Four Stars

[resolved] decode PDF

I have a list of .txt files that contain encoded PDFs (base64). I am trying to decode and save them back to .pdf files. I am starting with one .txt file to test. 
tFileList ---> tFileInputDelimited -----> tJavaRow ------> tFileOutputDelimited
In tFileInputDelimited, I set row separator to something like "\nnnnnnnnnnnnnnn\nnnnnnnn" so the whole file is treated as one row
In tJavaRow, 
  byte[] buf = new sun.misc.BASE64Decoder().decodeBuffer(input_row.pdf_in);
  output_row.pdf_out = new String(buf);
but the output file test.pdf is not readable (Adobe Reader: damaged and could not be repaired). 
What am I doing wrong?
1 ACCEPTED SOLUTION

Accepted Solutions
Seventeen Stars

Re: [resolved] decode PDF

I suggest you test the extraction and decoding outside Talend in a simple Java project.
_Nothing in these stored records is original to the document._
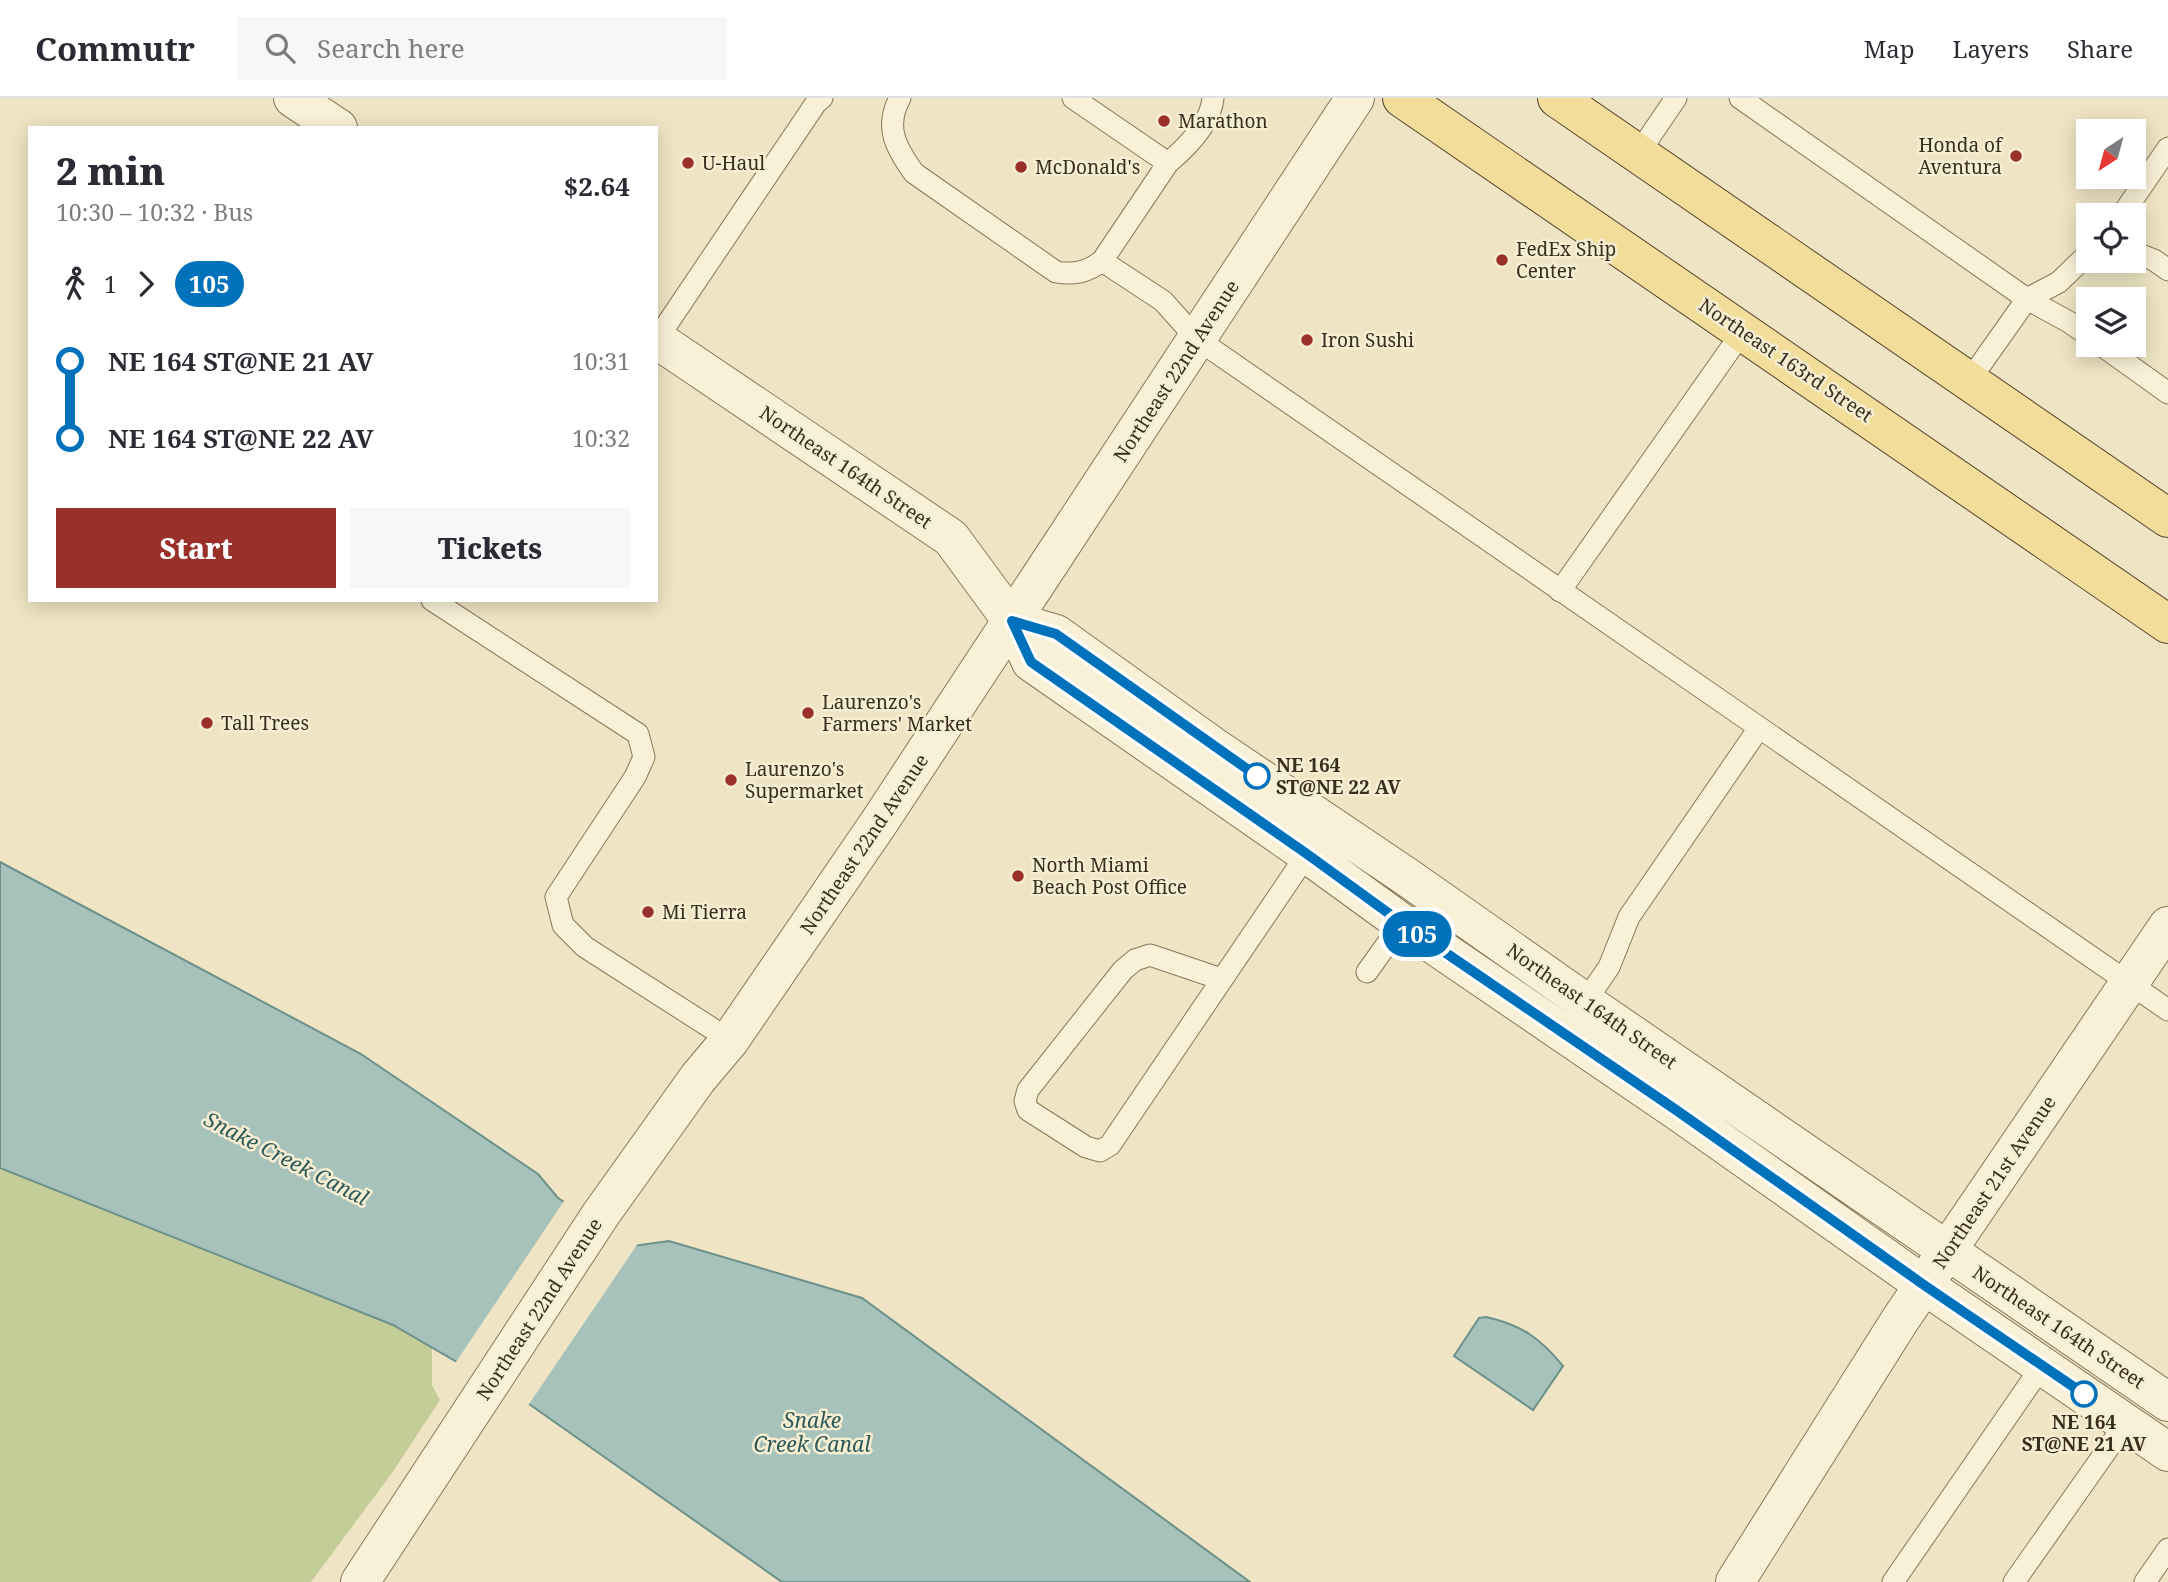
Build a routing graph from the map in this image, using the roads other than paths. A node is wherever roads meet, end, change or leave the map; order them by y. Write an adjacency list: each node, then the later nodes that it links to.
1 (293, 98): 11 (street)
2 (822, 98): 23 (lane)
3 (900, 98): 17 (lane)
4 (1073, 98): 14 (lane)
5 (1213, 98): 14 (lane)
6 (1355, 98): 24 (street, Northeast 22nd Avenue)
7 (1402, 98): 22 (main road, Northeast 163rd Street)
8 (1557, 98): 12 (main road)
9 (1676, 98): 12 (lane)
10 (1740, 98): 20 (lane)
11 (335, 126)
12 (1638, 154): 27 (main road)
13 (2165, 159): 15 (lane)
14 (1168, 163): 17 (lane)
15 (2131, 203)
16 (2146, 257): 19 (lane)
17 (1102, 261): 24 (lane)
18 (2076, 266): 20 (lane)
19 (2168, 270)
20 (2027, 299): 21 (lane); 27 (lane)
21 (2076, 327)
22 (1743, 331): 30 (lane); 33 (main road, Northeast 163rd Street)
23 (658, 338)
24 (1197, 339): 30 (lane); 32 (street, Northeast 22nd Avenue)
25 (658, 340): 32 (street, Northeast 164th Street)
26 (2118, 357): 28 (lane)
27 (1969, 381): 29 (main road)
28 (2168, 393)
29 (2168, 518)
30 (1560, 591): 34 (lane)
31 (435, 602): 43 (lane)
32 (1012, 621): 35 (street, Northeast 164th Street); 41 (street, Northeast 164th Street); 43 (street, Northeast 22nd Avenue)
33 (2168, 624)
34 (1759, 728): 40 (lane); 41 (lane)
35 (1307, 854): 36 (street, Northeast 164th Street); 39 (lane)
36 (1402, 923): 38 (lane); 45 (street, Northeast 164th Street)
37 (2168, 926): 40 (street, Northeast 21st Avenue)
38 (1367, 972)
39 (1221, 979): 39 (lane)
40 (2130, 984): 42 (lane); 44 (street, Northeast 21st Avenue)
41 (1585, 1002): 44 (street, Northeast 164th Street)
42 (2168, 1010)
43 (730, 1040): 51 (street, Northeast 22nd Avenue)
44 (1947, 1251): 45 (street, Northeast 21st Avenue); 47 (street, Northeast 164th Street)
45 (1924, 1285): 46 (street, Northeast 164th Street); 52 (street, Northeast 21st Avenue)
46 (2042, 1366): 48 (street, Northeast 164th Street); 53 (lane)
47 (2168, 1402)
48 (2126, 1423): 49 (street, Northeast 164th Street); 54 (lane)
49 (2168, 1452)
50 (2168, 1549): 55 (lane)
51 (360, 1582)
52 (1734, 1582)
53 (1893, 1582)
54 (2014, 1582)
55 (2145, 1582)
If you know how to do it right, you can adapt your new knowledge in a Talend job. By the way, I would create a routine instead coding it in a tJavaRow completely. The static method from a routine could easily be developed and tested outside Talend.
1 REPLY
Seventeen Stars

Re: [resolved] decode PDF

I suggest you test the extraction and decoding outside Talend in a simple Java project. If you know how to do it right, you can adapt your new knowledge in a Talend job. By the way, I would create a routine instead coding it in a tJavaRow completely. The static method from a routine could easily be developed and tested outside Talend.